• [Exercise]: Working through the lines below, return each one that holds "Task".

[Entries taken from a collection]

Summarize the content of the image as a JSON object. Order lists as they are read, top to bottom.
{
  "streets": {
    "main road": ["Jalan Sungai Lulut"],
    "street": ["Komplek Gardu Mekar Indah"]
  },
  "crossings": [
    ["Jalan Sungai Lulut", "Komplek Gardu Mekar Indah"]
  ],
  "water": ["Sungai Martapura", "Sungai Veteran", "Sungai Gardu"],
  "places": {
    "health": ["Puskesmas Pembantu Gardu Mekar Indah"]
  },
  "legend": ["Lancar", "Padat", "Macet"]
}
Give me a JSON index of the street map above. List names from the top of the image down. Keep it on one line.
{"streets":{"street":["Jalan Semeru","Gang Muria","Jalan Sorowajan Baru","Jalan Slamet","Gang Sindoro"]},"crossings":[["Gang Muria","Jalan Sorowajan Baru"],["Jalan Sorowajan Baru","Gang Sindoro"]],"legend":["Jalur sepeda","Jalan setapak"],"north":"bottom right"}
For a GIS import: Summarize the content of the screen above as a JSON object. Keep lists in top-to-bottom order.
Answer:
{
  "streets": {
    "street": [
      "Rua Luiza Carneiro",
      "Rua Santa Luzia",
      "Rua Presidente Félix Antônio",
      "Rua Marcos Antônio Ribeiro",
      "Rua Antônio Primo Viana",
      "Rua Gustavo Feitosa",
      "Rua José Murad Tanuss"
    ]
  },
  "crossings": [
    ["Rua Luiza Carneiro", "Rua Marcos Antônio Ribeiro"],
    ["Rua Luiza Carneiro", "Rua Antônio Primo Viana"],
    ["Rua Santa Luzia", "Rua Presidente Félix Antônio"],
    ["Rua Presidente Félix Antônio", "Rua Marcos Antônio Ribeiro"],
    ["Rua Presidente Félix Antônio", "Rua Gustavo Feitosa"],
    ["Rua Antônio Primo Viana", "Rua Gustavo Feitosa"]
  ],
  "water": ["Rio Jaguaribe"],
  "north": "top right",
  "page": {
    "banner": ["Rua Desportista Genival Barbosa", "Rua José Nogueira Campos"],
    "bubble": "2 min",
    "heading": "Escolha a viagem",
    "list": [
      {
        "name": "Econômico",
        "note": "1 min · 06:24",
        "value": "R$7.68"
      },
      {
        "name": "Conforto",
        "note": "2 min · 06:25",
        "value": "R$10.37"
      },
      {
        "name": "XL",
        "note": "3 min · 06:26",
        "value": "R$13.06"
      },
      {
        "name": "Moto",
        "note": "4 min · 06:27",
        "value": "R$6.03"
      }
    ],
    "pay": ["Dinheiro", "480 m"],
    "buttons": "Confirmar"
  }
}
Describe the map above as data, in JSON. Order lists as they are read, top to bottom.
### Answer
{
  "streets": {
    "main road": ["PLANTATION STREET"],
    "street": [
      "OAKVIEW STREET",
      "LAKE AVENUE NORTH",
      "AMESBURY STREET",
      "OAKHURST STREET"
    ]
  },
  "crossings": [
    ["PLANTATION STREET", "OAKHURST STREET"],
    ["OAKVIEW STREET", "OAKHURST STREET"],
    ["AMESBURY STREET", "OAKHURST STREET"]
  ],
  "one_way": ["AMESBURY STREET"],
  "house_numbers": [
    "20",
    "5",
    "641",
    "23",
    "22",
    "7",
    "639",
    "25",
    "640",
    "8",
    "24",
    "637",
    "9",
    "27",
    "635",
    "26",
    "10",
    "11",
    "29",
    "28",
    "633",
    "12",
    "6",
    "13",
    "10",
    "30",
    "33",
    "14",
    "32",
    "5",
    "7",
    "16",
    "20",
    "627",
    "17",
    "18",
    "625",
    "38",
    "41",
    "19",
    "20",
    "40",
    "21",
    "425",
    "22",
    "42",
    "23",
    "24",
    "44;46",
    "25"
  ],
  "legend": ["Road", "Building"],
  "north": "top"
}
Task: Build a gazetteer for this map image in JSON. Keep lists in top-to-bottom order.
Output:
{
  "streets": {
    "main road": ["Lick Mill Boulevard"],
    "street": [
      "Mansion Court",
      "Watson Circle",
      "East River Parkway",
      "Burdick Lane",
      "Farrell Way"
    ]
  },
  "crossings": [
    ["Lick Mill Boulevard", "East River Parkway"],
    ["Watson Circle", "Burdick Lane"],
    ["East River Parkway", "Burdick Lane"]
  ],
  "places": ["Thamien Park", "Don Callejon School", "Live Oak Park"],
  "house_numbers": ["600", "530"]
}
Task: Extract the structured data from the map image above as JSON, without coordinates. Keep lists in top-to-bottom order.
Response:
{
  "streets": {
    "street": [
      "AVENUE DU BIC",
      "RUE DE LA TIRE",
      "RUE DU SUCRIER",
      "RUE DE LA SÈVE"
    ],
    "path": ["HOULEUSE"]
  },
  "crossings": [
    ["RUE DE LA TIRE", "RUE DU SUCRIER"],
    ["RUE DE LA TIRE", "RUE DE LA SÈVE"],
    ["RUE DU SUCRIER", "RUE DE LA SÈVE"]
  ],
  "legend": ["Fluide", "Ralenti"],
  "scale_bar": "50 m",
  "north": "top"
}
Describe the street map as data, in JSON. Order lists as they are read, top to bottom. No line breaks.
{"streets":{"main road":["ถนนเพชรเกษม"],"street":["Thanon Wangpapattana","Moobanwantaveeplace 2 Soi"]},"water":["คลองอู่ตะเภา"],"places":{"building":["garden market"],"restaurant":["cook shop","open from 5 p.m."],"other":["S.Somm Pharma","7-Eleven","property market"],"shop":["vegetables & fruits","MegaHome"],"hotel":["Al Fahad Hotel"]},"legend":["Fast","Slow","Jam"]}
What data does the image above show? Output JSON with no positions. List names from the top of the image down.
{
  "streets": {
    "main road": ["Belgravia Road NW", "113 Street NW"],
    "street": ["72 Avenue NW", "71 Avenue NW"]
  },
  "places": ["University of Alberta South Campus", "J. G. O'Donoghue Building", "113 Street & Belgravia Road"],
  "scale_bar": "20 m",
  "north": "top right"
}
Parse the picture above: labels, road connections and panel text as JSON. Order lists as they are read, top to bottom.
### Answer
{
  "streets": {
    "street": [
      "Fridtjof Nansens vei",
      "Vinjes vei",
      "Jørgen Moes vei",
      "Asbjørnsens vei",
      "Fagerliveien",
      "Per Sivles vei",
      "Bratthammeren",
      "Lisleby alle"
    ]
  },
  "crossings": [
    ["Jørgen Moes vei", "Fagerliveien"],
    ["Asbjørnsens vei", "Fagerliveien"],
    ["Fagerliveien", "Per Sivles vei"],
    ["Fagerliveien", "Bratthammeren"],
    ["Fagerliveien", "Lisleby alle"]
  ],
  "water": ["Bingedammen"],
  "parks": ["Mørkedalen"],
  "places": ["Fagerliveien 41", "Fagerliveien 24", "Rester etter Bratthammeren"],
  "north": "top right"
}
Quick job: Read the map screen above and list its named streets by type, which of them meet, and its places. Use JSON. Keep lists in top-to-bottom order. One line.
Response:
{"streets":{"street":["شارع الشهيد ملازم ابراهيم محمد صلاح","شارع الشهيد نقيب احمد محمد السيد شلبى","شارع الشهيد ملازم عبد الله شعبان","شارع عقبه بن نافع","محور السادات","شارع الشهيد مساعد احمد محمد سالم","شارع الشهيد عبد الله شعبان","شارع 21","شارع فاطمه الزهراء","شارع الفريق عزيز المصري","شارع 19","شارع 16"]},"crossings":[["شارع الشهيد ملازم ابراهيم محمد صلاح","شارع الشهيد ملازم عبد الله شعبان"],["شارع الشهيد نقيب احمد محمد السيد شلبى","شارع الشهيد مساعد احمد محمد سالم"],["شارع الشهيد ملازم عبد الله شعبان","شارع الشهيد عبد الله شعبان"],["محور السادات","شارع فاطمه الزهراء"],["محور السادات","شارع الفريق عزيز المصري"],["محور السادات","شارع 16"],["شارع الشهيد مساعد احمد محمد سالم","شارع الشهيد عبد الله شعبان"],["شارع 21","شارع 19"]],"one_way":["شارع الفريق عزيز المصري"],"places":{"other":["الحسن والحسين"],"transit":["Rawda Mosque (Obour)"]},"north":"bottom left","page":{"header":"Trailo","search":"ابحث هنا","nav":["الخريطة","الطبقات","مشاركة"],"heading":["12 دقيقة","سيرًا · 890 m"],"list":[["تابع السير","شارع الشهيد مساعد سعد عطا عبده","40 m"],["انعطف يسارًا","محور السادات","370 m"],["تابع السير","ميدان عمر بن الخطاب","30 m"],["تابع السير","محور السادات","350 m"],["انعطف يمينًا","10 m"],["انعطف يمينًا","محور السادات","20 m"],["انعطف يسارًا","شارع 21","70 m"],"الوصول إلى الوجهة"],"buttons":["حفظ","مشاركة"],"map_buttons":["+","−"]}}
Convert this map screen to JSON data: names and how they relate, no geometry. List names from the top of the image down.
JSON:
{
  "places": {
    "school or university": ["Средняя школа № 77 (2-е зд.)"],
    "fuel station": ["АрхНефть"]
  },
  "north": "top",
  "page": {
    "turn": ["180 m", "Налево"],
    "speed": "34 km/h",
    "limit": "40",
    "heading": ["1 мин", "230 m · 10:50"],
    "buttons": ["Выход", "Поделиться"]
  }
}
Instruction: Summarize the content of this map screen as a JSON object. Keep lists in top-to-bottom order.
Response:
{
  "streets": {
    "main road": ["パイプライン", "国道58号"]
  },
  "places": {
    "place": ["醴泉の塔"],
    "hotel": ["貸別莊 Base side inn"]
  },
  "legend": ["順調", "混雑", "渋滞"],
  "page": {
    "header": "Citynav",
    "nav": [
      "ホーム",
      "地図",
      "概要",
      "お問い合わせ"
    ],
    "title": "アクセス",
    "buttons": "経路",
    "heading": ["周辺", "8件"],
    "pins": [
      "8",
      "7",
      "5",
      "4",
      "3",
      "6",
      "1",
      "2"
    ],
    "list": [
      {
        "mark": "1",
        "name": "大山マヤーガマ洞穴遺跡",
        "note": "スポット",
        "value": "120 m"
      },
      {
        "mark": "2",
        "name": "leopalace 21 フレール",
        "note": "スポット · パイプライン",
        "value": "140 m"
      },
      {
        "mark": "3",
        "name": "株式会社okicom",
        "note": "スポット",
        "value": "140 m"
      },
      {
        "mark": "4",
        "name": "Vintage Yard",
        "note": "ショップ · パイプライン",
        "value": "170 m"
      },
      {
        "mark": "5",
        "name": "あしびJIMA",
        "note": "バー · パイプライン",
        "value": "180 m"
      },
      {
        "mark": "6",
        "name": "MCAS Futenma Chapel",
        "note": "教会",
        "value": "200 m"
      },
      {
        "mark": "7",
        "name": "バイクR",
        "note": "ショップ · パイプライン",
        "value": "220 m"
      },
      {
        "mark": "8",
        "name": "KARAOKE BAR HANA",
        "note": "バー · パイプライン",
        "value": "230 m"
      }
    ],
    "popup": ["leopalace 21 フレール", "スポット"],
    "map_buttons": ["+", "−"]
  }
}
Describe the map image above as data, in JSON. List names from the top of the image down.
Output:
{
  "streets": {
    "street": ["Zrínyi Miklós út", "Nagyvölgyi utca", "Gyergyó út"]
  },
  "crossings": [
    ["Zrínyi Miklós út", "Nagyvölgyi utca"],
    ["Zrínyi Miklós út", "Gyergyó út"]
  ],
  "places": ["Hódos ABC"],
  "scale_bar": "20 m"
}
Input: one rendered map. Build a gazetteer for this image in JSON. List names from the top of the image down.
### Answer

• [Expected answer]:
Task: Build a gazetteer for this map image in JSON. Keep lists in top-to-bottom order.
Task: Extract the structured data from the map image above as JSON, without coordinates. Keep lists in top-to-bottom order.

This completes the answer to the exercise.